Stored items
====
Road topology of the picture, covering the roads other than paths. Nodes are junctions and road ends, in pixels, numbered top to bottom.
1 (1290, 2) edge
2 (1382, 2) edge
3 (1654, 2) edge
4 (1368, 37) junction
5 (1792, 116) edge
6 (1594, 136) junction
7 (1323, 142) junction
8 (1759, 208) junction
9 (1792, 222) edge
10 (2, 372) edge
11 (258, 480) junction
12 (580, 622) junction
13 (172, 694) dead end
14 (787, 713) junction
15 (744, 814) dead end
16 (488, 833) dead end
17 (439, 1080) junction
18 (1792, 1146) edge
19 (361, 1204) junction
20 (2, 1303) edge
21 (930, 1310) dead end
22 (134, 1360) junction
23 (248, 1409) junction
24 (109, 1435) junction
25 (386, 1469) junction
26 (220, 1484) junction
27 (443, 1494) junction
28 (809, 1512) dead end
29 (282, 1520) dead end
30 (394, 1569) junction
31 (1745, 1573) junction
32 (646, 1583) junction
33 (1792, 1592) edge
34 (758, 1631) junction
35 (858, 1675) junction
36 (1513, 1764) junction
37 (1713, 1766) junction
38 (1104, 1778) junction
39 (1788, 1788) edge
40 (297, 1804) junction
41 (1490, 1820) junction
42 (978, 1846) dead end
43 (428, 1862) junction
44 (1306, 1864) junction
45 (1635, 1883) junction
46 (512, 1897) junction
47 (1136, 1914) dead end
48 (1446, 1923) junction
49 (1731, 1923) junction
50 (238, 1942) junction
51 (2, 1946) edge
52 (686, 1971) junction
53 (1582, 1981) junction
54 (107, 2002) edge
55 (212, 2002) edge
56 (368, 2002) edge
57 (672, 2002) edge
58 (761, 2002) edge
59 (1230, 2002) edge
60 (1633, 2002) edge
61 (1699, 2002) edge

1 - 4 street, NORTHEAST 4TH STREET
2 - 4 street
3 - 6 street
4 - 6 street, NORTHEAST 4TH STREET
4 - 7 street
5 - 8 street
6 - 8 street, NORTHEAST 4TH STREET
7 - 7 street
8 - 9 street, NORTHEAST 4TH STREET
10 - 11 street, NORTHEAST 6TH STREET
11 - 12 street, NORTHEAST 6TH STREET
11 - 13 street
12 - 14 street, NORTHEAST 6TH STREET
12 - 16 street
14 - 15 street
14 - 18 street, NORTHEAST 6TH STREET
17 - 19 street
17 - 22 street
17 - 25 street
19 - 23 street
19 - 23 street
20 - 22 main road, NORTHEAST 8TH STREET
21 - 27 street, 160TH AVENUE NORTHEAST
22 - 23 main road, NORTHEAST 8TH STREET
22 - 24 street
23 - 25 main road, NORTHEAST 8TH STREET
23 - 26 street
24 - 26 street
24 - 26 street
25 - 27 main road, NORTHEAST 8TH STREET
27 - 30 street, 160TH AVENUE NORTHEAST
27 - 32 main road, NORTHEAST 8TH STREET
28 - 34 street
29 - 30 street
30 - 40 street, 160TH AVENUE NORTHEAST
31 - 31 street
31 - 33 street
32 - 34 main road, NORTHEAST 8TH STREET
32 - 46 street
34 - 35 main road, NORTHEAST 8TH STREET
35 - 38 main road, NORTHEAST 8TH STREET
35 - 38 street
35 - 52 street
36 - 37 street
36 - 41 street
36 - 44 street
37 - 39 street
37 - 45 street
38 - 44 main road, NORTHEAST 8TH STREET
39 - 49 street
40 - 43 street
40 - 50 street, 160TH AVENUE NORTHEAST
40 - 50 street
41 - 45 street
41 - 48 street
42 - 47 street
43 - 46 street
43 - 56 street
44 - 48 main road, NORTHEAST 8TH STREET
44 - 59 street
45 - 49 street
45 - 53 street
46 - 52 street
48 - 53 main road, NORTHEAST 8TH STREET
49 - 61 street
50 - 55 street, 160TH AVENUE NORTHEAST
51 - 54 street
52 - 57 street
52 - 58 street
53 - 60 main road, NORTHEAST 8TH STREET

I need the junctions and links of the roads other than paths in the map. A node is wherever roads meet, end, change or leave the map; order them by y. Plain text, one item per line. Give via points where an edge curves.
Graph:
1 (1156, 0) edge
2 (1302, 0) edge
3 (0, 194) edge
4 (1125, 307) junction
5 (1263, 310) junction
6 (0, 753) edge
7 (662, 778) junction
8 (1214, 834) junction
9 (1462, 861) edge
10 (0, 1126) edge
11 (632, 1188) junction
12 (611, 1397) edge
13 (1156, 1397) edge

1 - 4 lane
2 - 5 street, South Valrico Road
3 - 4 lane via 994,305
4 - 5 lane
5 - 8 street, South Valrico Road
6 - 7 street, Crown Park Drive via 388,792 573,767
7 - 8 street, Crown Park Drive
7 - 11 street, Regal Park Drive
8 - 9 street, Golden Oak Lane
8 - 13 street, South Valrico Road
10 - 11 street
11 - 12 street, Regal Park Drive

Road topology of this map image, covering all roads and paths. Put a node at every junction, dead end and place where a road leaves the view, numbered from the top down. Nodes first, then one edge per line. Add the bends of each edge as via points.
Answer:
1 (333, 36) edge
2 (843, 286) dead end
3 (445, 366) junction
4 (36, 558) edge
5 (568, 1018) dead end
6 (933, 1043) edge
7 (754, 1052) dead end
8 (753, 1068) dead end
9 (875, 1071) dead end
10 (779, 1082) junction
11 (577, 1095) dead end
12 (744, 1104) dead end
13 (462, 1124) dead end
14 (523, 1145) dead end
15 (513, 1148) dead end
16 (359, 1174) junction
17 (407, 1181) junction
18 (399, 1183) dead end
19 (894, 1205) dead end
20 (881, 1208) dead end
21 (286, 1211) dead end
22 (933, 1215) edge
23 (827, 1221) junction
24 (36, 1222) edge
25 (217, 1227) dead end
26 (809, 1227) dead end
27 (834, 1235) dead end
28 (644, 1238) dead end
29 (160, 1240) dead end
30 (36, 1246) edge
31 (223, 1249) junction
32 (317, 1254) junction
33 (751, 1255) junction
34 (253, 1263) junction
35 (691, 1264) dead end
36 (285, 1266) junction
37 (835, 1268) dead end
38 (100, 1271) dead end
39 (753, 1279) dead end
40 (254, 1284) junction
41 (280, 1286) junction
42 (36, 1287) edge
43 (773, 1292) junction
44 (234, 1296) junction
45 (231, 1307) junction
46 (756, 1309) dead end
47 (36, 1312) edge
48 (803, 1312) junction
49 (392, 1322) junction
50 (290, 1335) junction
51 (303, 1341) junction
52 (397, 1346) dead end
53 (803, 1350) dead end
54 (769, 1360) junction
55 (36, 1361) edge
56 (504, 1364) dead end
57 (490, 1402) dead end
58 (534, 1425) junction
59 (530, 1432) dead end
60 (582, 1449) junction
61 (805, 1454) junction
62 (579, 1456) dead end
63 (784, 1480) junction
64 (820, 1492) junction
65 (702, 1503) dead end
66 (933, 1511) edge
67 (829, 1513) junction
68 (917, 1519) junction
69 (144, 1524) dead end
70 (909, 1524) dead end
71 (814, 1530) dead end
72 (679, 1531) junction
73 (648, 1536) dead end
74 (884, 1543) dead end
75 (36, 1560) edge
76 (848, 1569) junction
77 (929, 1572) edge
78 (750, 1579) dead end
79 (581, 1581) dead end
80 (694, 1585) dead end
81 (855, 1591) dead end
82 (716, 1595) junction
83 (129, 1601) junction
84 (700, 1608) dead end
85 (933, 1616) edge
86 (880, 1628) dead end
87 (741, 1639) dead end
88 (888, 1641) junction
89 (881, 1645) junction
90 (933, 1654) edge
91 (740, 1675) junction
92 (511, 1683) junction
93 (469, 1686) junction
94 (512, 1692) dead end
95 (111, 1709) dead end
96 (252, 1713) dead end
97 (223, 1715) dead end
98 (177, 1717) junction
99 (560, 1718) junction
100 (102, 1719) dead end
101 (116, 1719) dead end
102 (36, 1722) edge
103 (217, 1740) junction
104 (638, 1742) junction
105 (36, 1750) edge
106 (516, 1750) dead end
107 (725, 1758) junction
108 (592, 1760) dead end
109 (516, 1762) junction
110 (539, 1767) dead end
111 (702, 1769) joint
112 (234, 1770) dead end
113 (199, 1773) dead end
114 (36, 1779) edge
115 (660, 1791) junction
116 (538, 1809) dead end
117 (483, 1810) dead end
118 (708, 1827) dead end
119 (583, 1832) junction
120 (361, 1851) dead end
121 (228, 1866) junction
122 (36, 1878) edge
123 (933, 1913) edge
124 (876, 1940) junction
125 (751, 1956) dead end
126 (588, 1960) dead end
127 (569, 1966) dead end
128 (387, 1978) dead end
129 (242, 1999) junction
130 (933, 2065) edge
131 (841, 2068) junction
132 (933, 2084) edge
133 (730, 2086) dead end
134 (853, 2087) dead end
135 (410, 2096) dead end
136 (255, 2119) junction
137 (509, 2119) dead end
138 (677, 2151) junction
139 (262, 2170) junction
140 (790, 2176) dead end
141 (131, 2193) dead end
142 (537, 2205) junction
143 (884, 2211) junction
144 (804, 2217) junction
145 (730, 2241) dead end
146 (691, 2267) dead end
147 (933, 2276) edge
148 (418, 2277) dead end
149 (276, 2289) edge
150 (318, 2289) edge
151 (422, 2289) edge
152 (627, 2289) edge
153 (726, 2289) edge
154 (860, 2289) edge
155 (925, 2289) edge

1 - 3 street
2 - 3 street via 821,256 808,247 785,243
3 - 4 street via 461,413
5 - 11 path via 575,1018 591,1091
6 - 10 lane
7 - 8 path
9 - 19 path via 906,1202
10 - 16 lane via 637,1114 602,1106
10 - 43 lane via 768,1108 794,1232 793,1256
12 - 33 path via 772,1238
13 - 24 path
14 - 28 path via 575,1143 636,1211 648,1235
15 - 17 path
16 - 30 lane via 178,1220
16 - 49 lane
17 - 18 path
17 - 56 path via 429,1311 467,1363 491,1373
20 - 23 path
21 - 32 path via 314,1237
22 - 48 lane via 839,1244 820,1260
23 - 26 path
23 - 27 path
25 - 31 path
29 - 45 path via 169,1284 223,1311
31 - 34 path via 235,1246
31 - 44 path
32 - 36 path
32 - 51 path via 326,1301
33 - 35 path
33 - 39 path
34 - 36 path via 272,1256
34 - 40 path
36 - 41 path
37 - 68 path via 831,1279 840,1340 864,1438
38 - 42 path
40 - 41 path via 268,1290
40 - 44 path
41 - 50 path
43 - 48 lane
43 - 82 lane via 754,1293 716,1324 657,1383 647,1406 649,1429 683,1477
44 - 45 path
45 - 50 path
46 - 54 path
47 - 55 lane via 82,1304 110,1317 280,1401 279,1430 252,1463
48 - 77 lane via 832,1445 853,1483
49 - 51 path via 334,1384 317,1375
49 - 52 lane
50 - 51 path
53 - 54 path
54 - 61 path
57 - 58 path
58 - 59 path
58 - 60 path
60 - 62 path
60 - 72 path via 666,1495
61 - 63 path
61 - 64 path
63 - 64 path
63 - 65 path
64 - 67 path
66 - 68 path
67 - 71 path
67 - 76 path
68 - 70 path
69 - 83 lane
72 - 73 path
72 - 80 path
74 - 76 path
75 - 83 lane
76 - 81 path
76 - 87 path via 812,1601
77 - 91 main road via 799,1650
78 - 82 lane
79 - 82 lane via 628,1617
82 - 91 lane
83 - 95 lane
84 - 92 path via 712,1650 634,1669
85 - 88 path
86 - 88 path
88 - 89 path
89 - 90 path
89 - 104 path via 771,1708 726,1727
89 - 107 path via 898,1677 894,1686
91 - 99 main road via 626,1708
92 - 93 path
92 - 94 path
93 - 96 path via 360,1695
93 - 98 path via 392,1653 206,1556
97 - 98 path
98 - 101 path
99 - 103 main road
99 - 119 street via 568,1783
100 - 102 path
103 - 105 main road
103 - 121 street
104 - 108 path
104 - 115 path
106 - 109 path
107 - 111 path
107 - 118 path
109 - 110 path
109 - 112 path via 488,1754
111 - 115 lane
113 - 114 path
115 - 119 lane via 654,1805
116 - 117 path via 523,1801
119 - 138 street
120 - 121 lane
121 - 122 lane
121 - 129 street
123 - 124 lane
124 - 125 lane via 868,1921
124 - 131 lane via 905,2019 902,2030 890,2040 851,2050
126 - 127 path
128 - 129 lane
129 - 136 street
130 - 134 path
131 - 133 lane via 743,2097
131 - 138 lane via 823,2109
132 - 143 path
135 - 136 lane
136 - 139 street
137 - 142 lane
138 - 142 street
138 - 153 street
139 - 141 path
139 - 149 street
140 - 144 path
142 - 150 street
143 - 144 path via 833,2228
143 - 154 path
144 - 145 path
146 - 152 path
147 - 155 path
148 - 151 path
====
* **Exercise instructions**
Lines with "other" in the records above: copy every one of them.

* **Solution for this exercise**
Road topology of the picture, covering the roads other than paths. Nodes are junctions and road ends, in pixels, numbered top to bottom.
I need the junctions and links of the roads other than paths in the map. A node is wherever roads meet, end, change or leave the map; order them by y. Plain text, one item per line. Give via points where an edge curves.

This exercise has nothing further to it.